HBASE-6977 (Multithread processing ZooKeeper assignment events)
The last improvement is HBASE-6977. In this small patch, we removed the extra ZooKeeper watcher introduced in HBASE-6611 to prevent deadlocks. We delegated the ZooKeeper events to several workers to process so that the ZooKeeper event thread is freed up to do other things. With this patch, it takes around 250 seconds to bulk assign the same 10,339 regions to 4 RegionServers.
Each ZooKeeper watcher has just one event thread to process all event notifications for this watcher. If it gets stuck in one event due to locking, it blocks the whole ZooKeeper event notification processing, which could cause some deadlock if the locker holder is also waiting for the ZooKeeper event notification to meet some criteria to move on. That’s why we introduced an additional ZooKeeper watcher in HBASE-6611. The additional ZooKeeper watcher is for the async ZooKeeper offline assignment znodes callback. In this improvement, we created a pool of a configurable number of single-threaded workers to process ZooKeeper assignment events so the ZooKeeper event thread will not block.

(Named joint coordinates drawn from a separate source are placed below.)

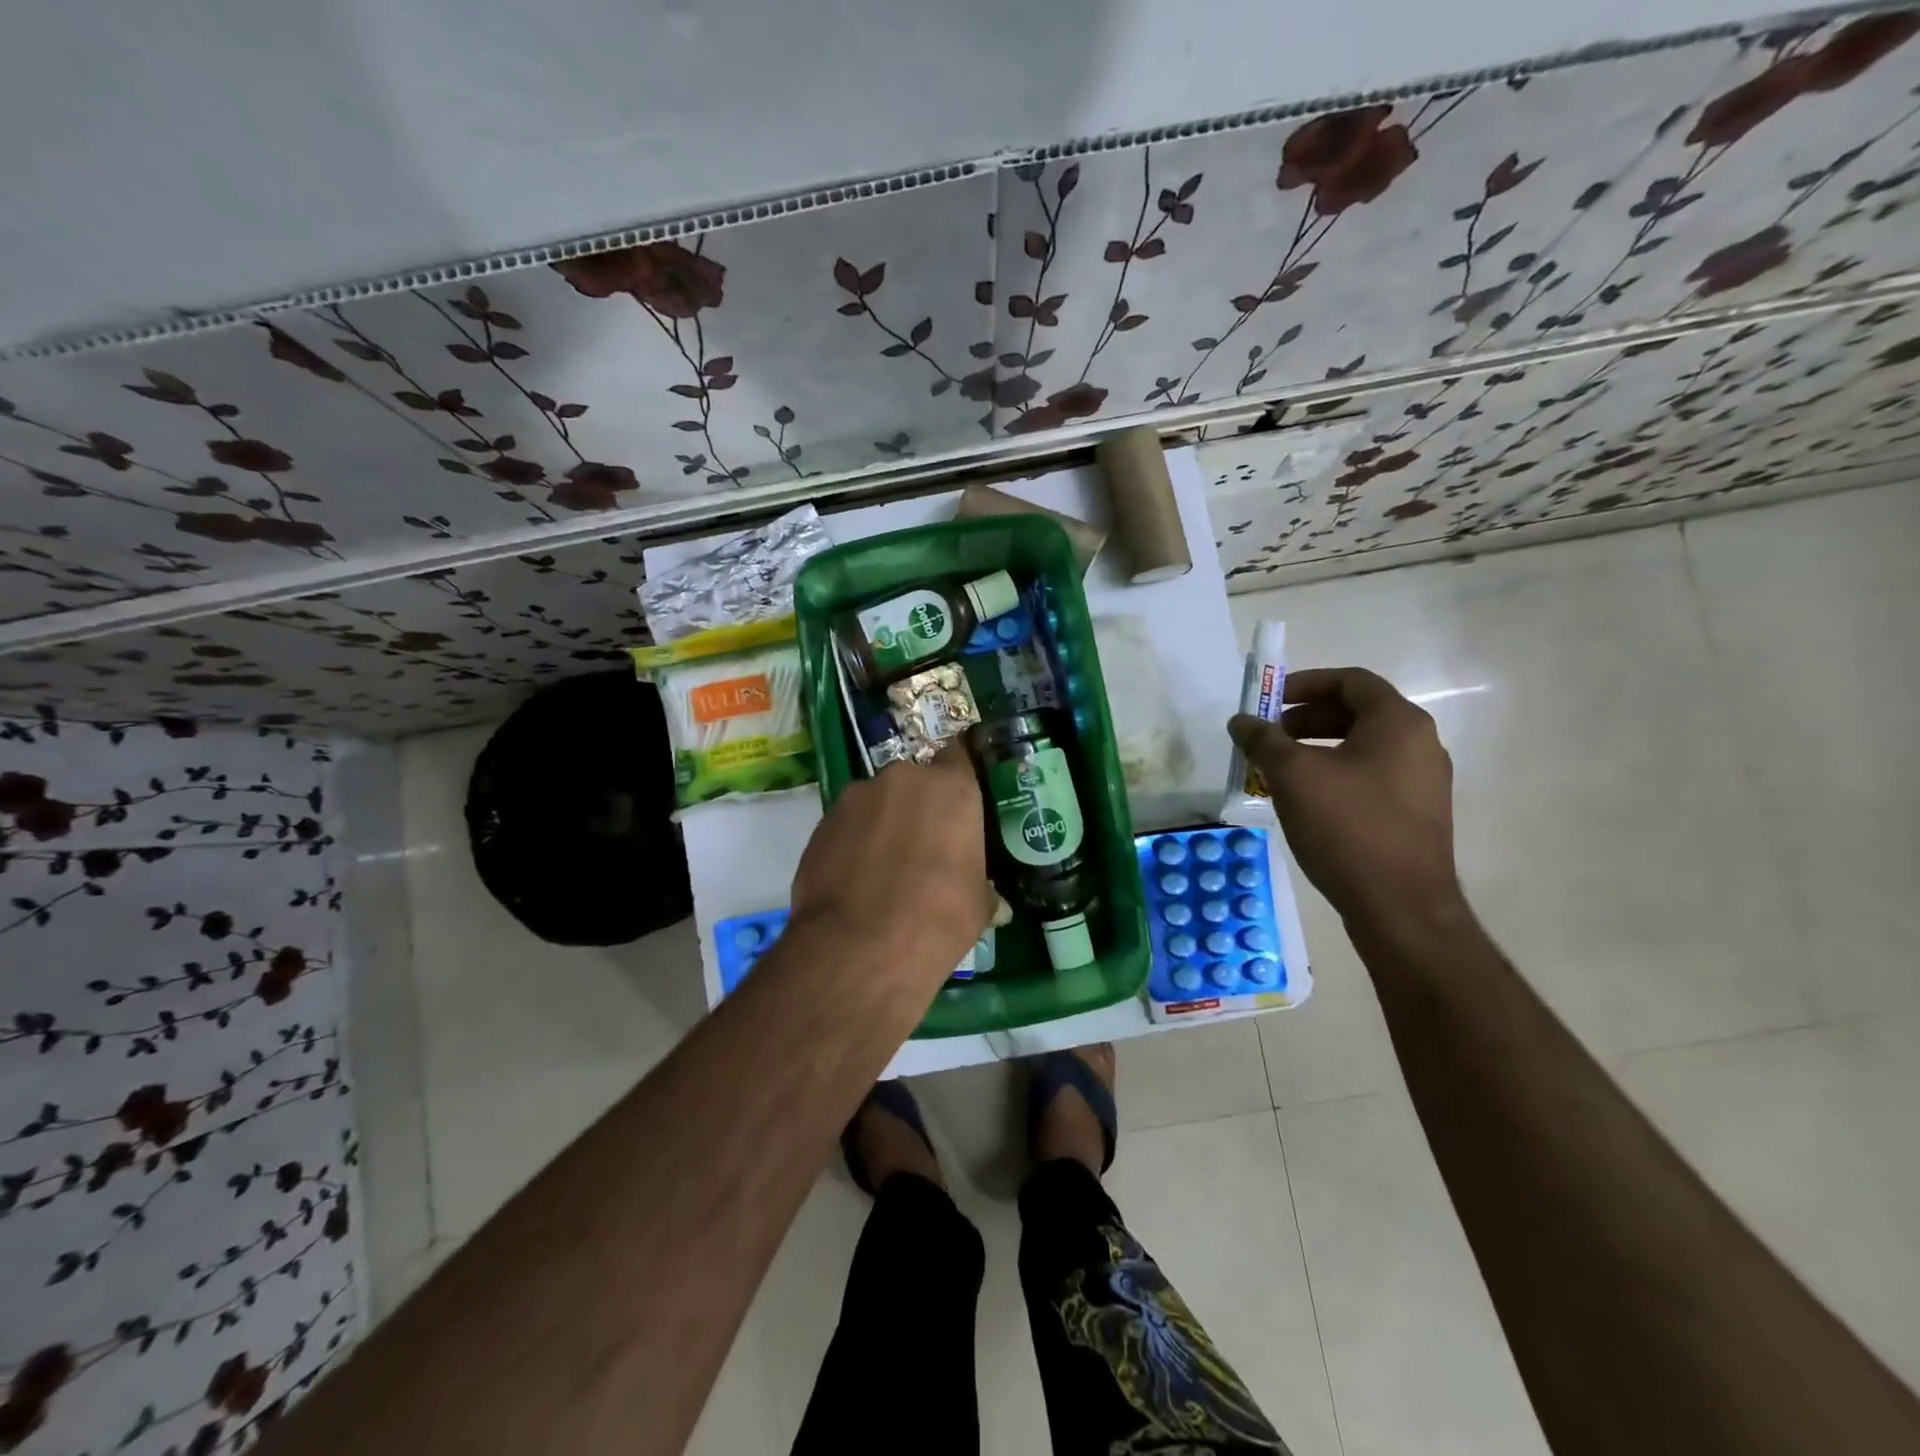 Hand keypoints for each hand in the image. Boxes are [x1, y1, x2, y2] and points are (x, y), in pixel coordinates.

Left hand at [789, 750, 996, 986]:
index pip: (959, 756)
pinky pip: (848, 825)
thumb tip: (995, 903)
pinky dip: (854, 842)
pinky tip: (856, 879)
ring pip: (877, 802)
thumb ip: (983, 890)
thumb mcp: (977, 907)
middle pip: (915, 781)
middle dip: (919, 806)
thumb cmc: (936, 919)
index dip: (959, 775)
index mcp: (951, 788)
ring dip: (884, 823)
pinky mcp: (822, 822)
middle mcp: (903, 779)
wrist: (858, 947)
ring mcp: (856, 797)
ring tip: (884, 866)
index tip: (959, 800)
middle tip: (925, 844)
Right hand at [1229, 667, 1462, 930]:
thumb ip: (1264, 740)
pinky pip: (1371, 776)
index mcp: (1398, 723)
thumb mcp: (1293, 776)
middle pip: (1358, 712)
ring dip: (1318, 748)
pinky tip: (1306, 800)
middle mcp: (1420, 745)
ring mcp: (1422, 782)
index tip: (1270, 701)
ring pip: (1363, 747)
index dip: (1306, 683)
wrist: (1400, 907)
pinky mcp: (1416, 814)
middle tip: (1270, 736)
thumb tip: (1241, 721)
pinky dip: (1335, 774)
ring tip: (1279, 769)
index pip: (1352, 680)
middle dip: (1307, 719)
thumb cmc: (1347, 827) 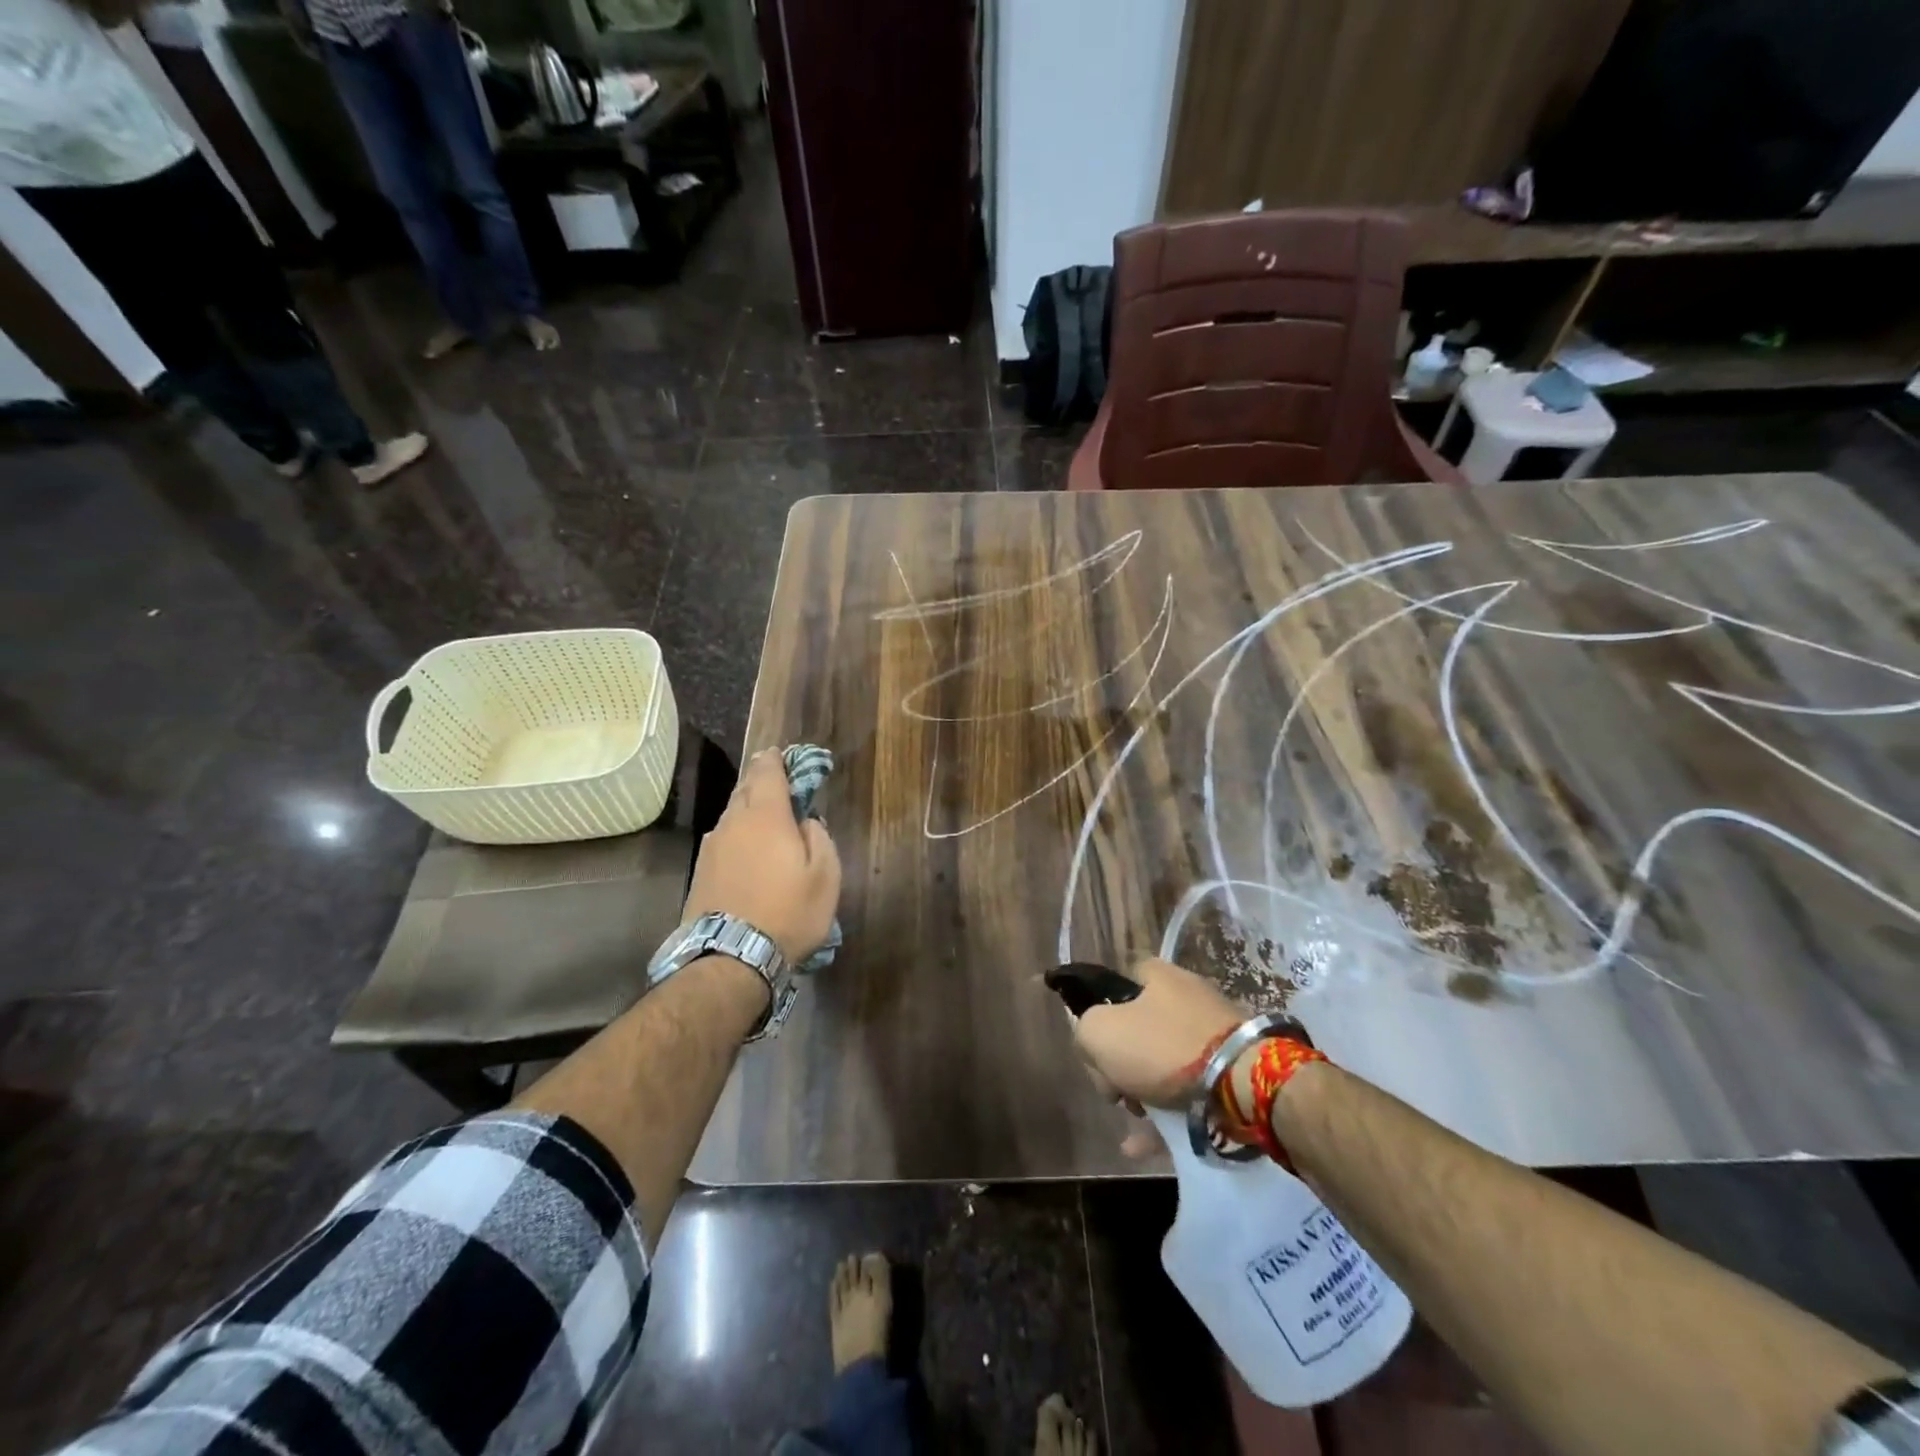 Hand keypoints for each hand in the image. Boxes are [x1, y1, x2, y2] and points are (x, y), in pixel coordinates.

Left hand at [682, 750, 840, 965]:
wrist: (730, 959)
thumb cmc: (788, 913)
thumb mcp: (825, 876)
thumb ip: (820, 838)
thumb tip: (807, 822)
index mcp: (766, 816)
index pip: (767, 771)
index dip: (775, 759)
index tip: (782, 754)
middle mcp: (733, 822)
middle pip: (745, 789)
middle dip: (761, 781)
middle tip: (777, 784)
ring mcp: (712, 847)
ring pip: (732, 815)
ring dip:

With multiple workers, we need to make sure the events are processed in the right order. In this patch, we choose which worker to use based on the hash code of the region’s unassignment znode path, so that we can guarantee all the events for a given region are always processed by the same worker. The worker is a single threaded executor, and the events for the same region are always processed in order. Events for different regions don’t have to be processed in order.
The hash code of the region’s unassignment znode path should be random enough so that all workers have a fair share of work.
With these patches, the AssignmentManager is much more stable and reliable now. There are no more double assignments or regions stuck in transition as far as our experiments show.
Based on our testing, we can assign 10+K regions in around 4 minutes. With these improvements, we are confident to reset the default region assignment timeout to 10 minutes (HBASE-5119 (Set the TimeoutMonitor’s timeout back down)) in the trunk (0.96) branch, with the AssignmentManager being stable and reliable. Of course, the region assignment time also depends on how long it actually takes to open the region on the RegionServer.
Thanks to the community and everyone who reported the issues, reviewed the patches, and discussed about the fixes.
Jimmy Xiang is a Software Engineer for Cloudera, working on the Platform team.